For a moment, her mother didn’t know what to say, and blushed to the roots of her hair. And Karen realised that’s exactly what they’d been doing. But her mother recovered quickly, speaking in calm, measured tones. ‘My marriage to your father had been over in everything but name for a long time. Work had always been his mistress, the one he ran to when he needed to escape from me.’ She looked pointedly at Karen. ‘From us. And then it became more than a mistress, more than an escape. Like he was married to the damn job. It took over his life. He was never here. Well, you know that.’ She paused, breathing rapidly, and Karen couldn’t think of a single thing to say to fill the silence. ‘So, yes, Derek and I became lovers. But there was no cheating involved. I told your father. I’m no saint, but I’m no sinner either. I asked him for a divorce. One day, when you stop being a child and grow up, maybe you’ll understand what it feels like to be neglected by a partner.’

Stinging from the child jibe, Karen fired back. ‘What, you mean like the way I feel right now?’ Which didn’t miss its mark, and she pressed home on it. ‘What if it was your affair, asking him for a divorce, that made him kill himself?’

Her mother stood with her hands on her hips, eyes upturned towards the heavens. ‘A moment ago you were accusing us of murdering him.’

‘Well, maybe you did.’ Her eyes were burning now, too. ‘Dad would never have fallen overboard. And even if he had, he’d have been wearing his life jacket. So how come it was still in the boat?’

‘Because he took his own life, you stupid girl! Have you forgotten that he left a note?’

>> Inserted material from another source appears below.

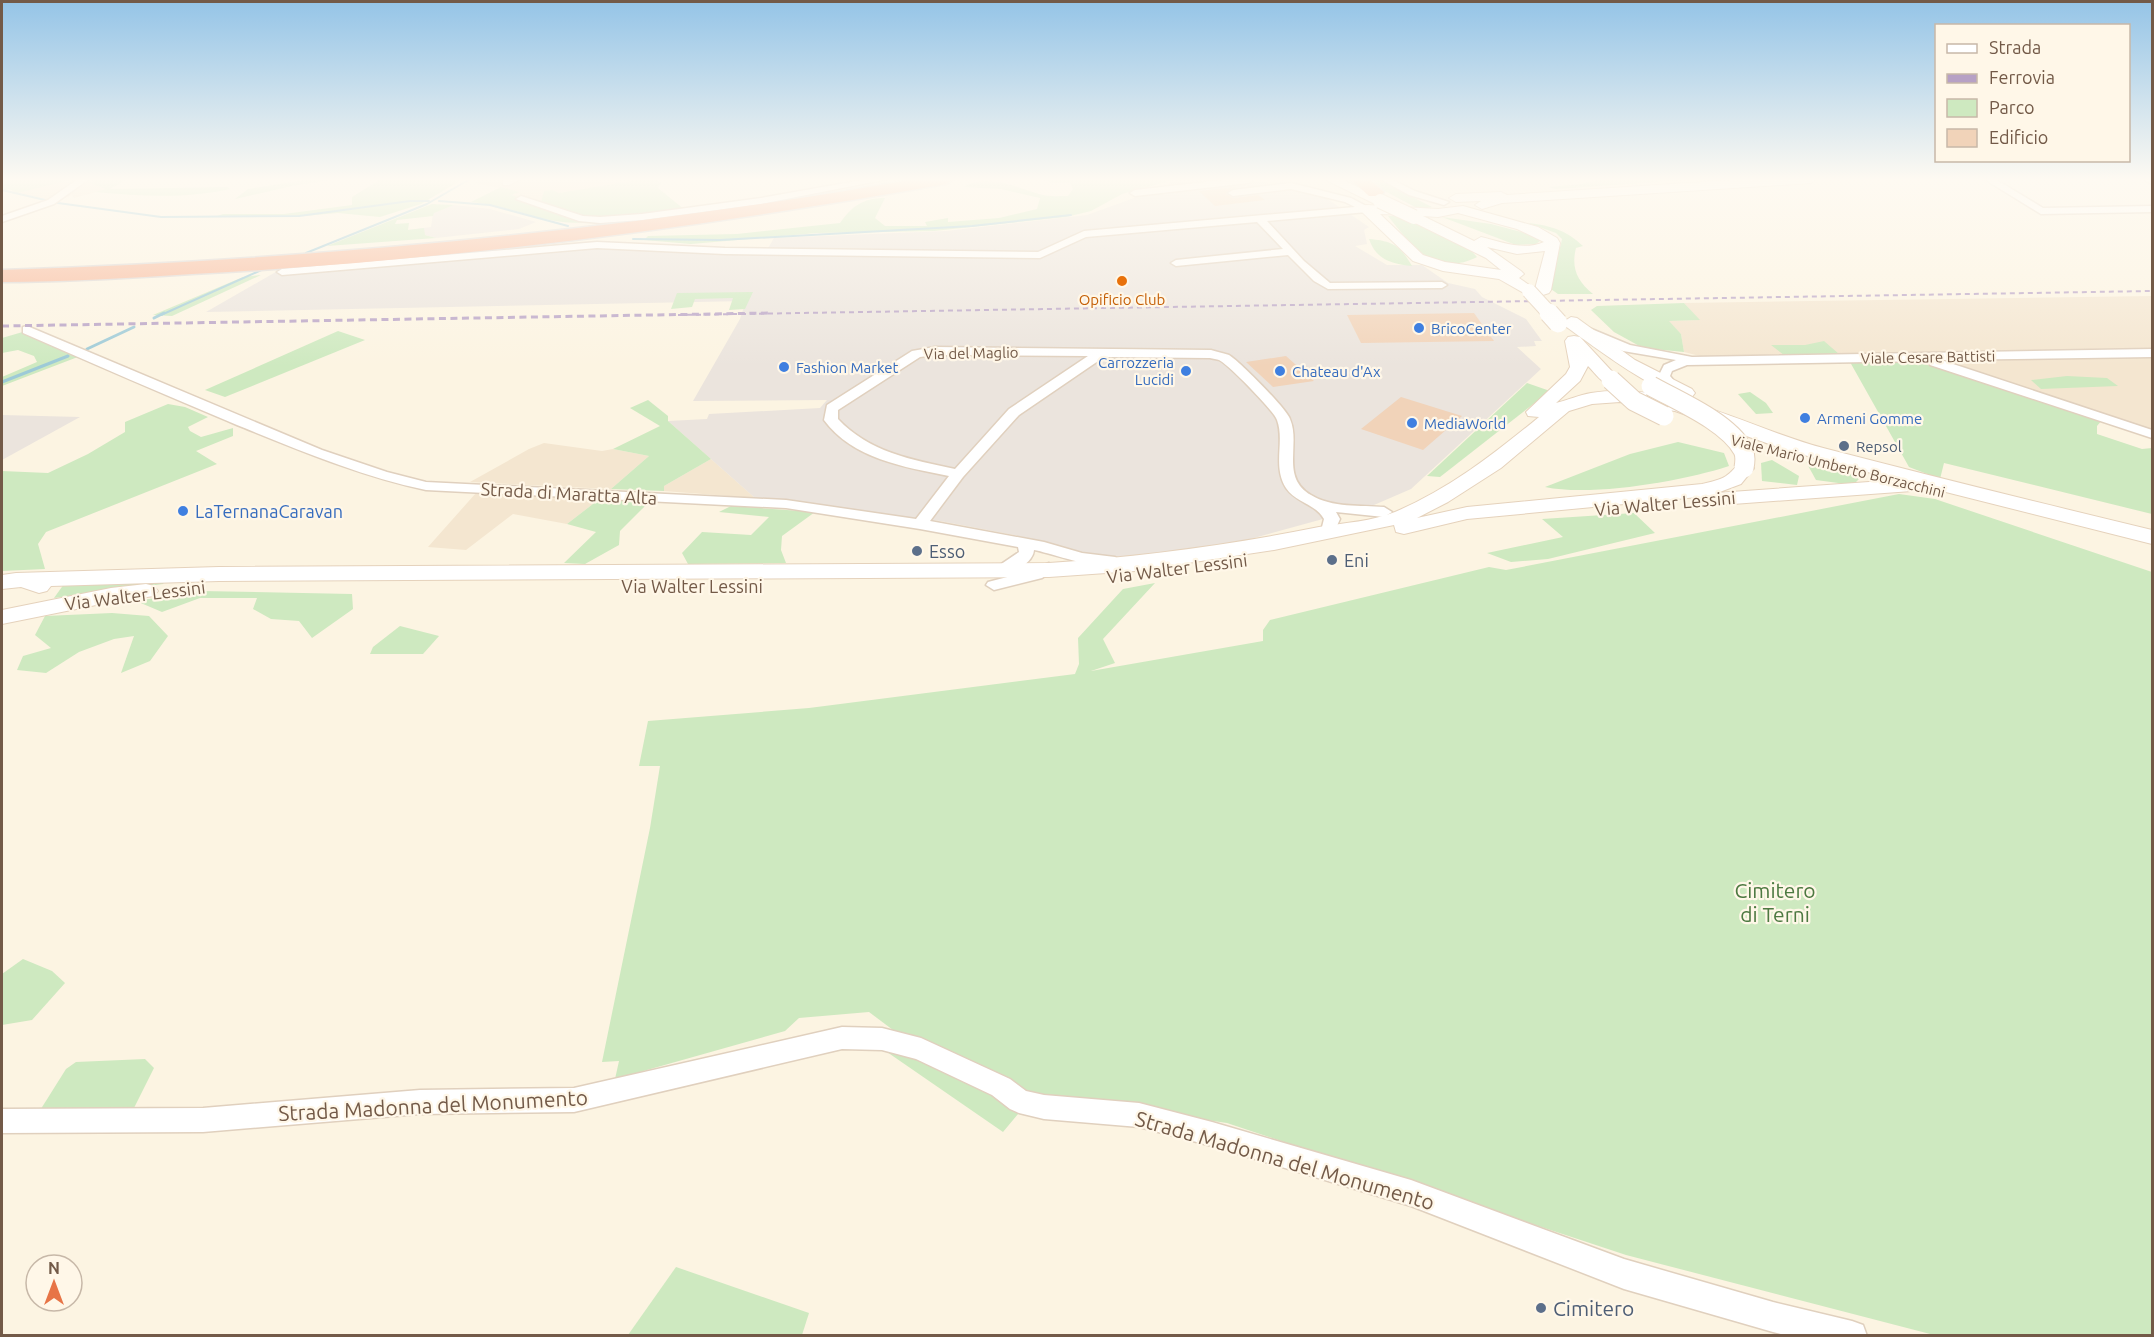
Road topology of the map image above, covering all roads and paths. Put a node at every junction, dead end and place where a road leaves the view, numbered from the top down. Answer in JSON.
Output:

‘Oh, yes. The famous note. The one you’ve always refused to let me see. How do I even know it exists?’

Karen’s mother stabbed an angry finger at her. ‘Don’t you fucking move.’ And Karen was shocked to hear her swear. She stormed away down the hall, and Karen could hear her banging about in her den, slamming drawers and doors. When she returned, she was very nearly hyperventilating, and she thrust a folded sheet of paper at her daughter. ‘It’s not the original. The police still have that. But this is the copy they made for me.’

Karen stood looking at it, her heart in her throat, and she didn’t even want to touch it.

‘Go on, take it. You’re a big girl now. Or so you keep telling me. Time to face the truth. After sixteen years of marriage, this is all he could think to leave. Nothing about me. Not a word of apology. Or regret. Nothing.’ She pushed it at Karen again. ‘Go on, take it. It was only ever about you.’

Karen was shaking as she took the folded sheet from her mother’s outstretched hand. She opened it up very slowly, and saw her father’s familiar scrawl. Somehow she had expected there would be more. But all it said was, Tell Karen I love her, even if I never could be the dad she wanted me to be.